Erbakan'ın Susurluk'u üstüne almış gibi davranması, "bir dakika ışık söndürme"ye karşı çıkıp temiz çoğunluğu hiç yoktan kendine hasım haline getirmesi de RP'nin yanlış hesabına katılabilir.
Birinci planda kadrolaşmaya verecekleri hızla, belki ileride dayatmacılıkları onlar için daha da olumlu bir sonuç verebilirdi.
Ama bugün görünen o ki bazı RP'lilerin yanlış hesapları, yanlış zamanlamaları oyunu bozdu.
* * *
AMA Türkiye'nin sorunu bitti mi?
Hayır.
Refah dışındaki partiler, demokrasinin müdahalelerle zedelenmeyeceği bir düzen için uzlaşmadıkça Türkiye düze çıkamayacaktır.
Anayasa değişiklikleri, uyum yasaları, partiler yasası, seçim yasası bir an önce sona erdirilmedikçe Türkiye rahat etmeyecektir.
Bunun içinse her şeyden önce siyasi parti liderlerinin sağduyusu gerekiyor.
Türkiye'de istikrar için iki partili bir siyasi hayat uygun değil mi? Batı'da pek çok demokraside istikrar böyle sürüyor. Bu bizde de tartışılmalı.
Zaten bizdeki mevcut siyasi parti bolluğunun yapaylığı da iki partililiğin kolaylığına işaret sayılmaz mı?
Bunun için, bu sonucu doğuracak yasa gerekiyorsa, bu seçim yasasını yapacak olan mevcut partiler değil mi?
Oysa uzun süredir Türkiye, 5 - 6 parti liderinin direnmesi nedeniyle kilitlenmiş durumda. Bu konular düşünülmüyor, ihtiyaçlar yerine getirilmiyor. Ana kanunlar çıkmıyor.
Merkez sağ veya merkez sol ağırlıklı bir hükümetin iktidara gelememesinin de, bugünkü çarpıklığın da nedeni bu uzlaşmacı olmayan politikacılar değil mi?
İstedikleri zaman "ileride birleşmeye kadar varabilecek bir işbirliği"nden söz eden, istedikleri zaman birbirlerini "düşman" ilan eden yine onlar.
Tutarsızlıklarının, Türkiye'yi sürüklediği kaos meydanda. Bu kaosun verdiği sonuç ise işte ortada.

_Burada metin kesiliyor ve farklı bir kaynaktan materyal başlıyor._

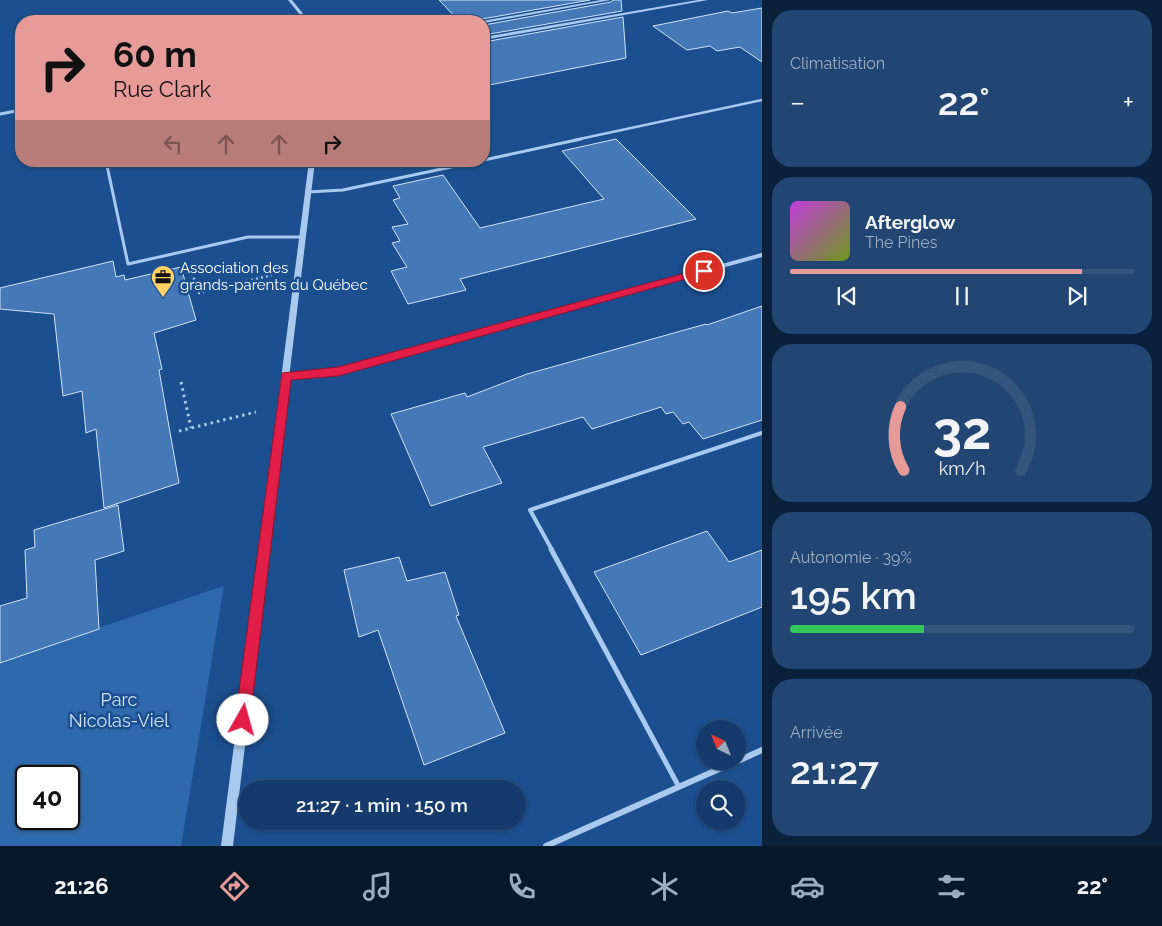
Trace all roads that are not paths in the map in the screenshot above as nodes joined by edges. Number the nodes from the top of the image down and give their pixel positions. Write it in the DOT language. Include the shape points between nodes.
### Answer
graph roads {
  1 [pos="290,0"];
  2 [pos="609,0"];
  3 [pos="706,0"];
  4 [pos="302,15"];
  5 [pos="490,21"];
  6 [pos="490,38"];
  7 [pos="762,100"];
  8 [pos="15,111"];
  9 [pos="0,114"];
  10 [pos="490,159"];
  11 [pos="107,167"];
  12 [pos="311,167"];
  13 [pos="451,167"];
  14 [pos="308,192"];
  15 [pos="303,237"];
  16 [pos="762,255"];
  17 [pos="286,376"];
  18 [pos="762,433"];
  19 [pos="762,750"];
  20 [pos="746,757"];
  21 [pos="717,770"];
  22 [pos="679,787"];
  23 [pos="227,846"];
  24 [pos="546,846"];
  1 -- 4 [label="street"];
  2 -- 5 [label="street"];
  3 -- 6 [label="street"];
  7 -- 10 [label="lane"];
  8 -- 9 [label="street"];
  11 -- 15 [label="lane" via="128,264 248,237"];
  12 -- 14 [label="street"];
  13 -- 14 [label="lane" via="343,190"];
  14 -- 15 [label="street"];
  15 -- 17 [label="street"];
  16 -- 17 [label="street" via="338,371"];
  17 -- 23 [label="street"];
  18 -- 22 [label="lane" via="530,510"];
  19 -- 20 [label="street"];
  21 -- 22 [label="street"];
  22 -- 24 [label="street"];
}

Durumla iftihar edebileceklerse demokrasi abidesi diye her birinin heykelini dikmek boynumuzun borcu olmalı...
* * *
HÜKÜMETİN dünkü gensoruyu aşmış olması, vesaire artık örnemli sayılamaz, önemli olan Türk siyasetinin bugün içinde bulunduğu badireyi atlatabilmesidir.
Bu yolda bugün ilk adımı atabilecek konumda olan parti ise DYP'dir. Tıkanıklığı açacak anahtar onun elinde. Bakalım kullanabilecek mi?